Kervan yola çıkınca tüccar ellerini ovuşturmuş. “Kervancı hileyi yuttu. Bu develer Mısır’a gidip dönene kadar aylar geçer. Kervancı hileyi anlasa bile o kadar zamanda zaten unutur, altınlar da arada kaynar gider” diye düşünmüş. Kervancı devenin tepesinde yol alırken bir yandan da kazancını hesaplıyormuş. Her seferinde para eksik veriyormuş. Kervancı boşa koymuş dolmamış, doluya koymuş almamış, paraların neden eksik çıktığını bir türlü anlayamamış. Uzun uzun düşünüp taşınıp tarttıktan sonra İstanbul’daki tüccardan kallavi bir kazık yediğinin farkına varmış. Çok fena kafası atmış. Kervanı oğluyla ortağına teslim edip, atlardan birini alıp üç beş gün içinde İstanbul’a geri dönmüş. Fakat doğrudan doğruya tüccara gitmemiş. Şimdi gitse paramı aldın, hile yaptın dese tüccar yine kırk lafın belini kırar, parayı vermemek için elinden geleni ardına koymazmış.

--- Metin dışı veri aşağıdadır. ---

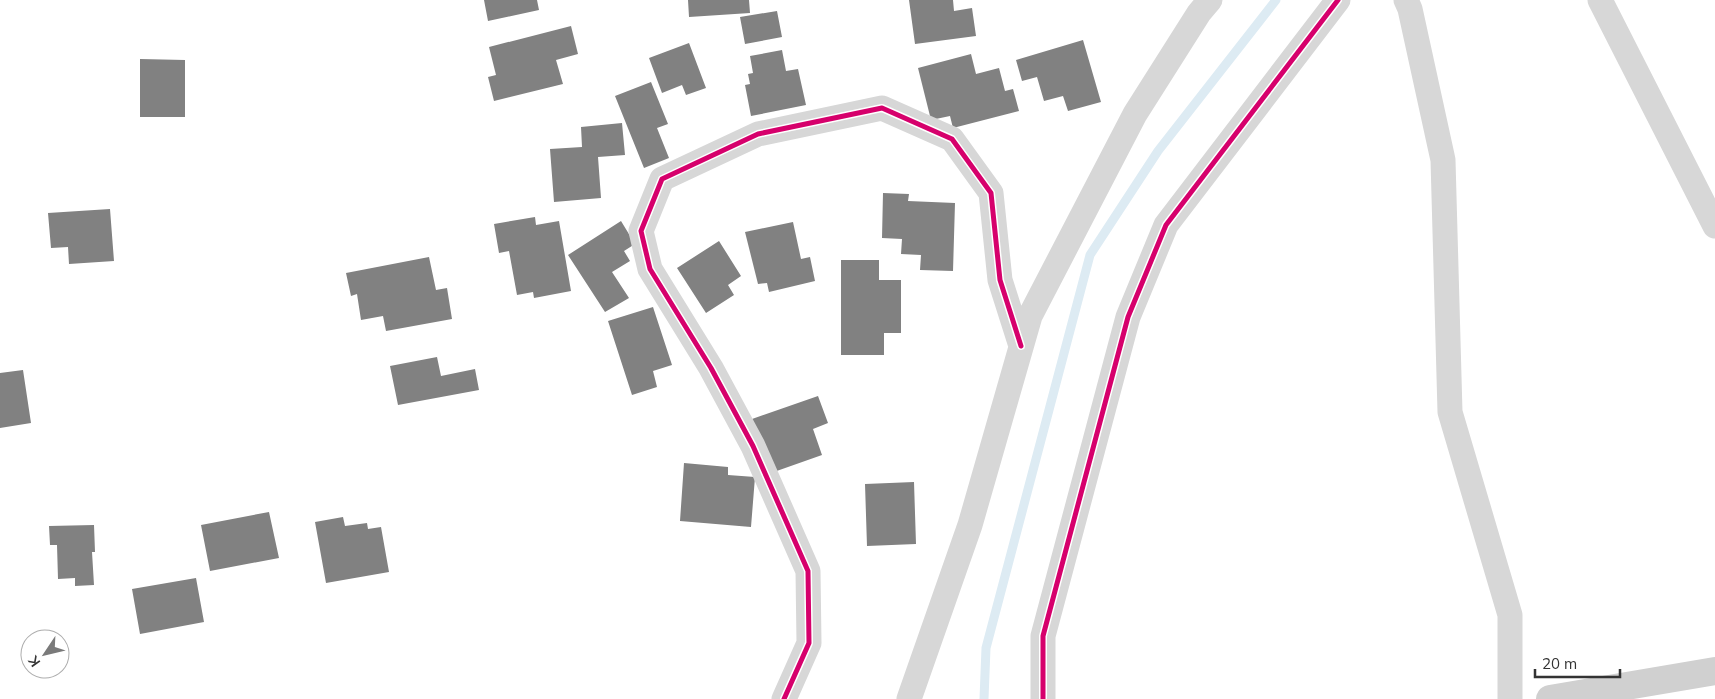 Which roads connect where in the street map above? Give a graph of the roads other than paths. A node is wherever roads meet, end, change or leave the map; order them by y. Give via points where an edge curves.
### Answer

“Onunla uğraşmaya ne gerek var? Dinsizin hakkından imansız gelir” diyerek kendince bir plan yapmış. İstanbul’da tanıdığı birkaç eş dosttan da yardım almış. Ertesi sabah tüccarın kapalı çarşıdaki dükkânına iki kadın gelmiş. İkisi de çok pahalı kumaşlardan elbiseler, kürkler giyiyorlarmış. Parmaklarındaki yüzükler pırıl pırıl parlıyor, kollarındaki bilezikler de şıngır şıngır şıngırdıyormuş. Yağlı müşterileri görünce tüccarın gözleri ışıldamış. Kadınlardan biri, “Tüccar efendi, biz nasipse Hicaz yolcusuyuz. Buraları pek bilmeyiz. Etraftan sorduk soruşturduk, en güvenilir tüccar olarak sizi tavsiye ettiler. Mümkünse size biraz emanet bırakacağız. Hepsi de değerli şeyler. Nasip olur da Hicaz’dan sağ salim gelirsek alırız, yoksa da sana helali hoş olsun. Bir kısmıyla arkamızdan hatim okutsan bize yeter’’ demiş.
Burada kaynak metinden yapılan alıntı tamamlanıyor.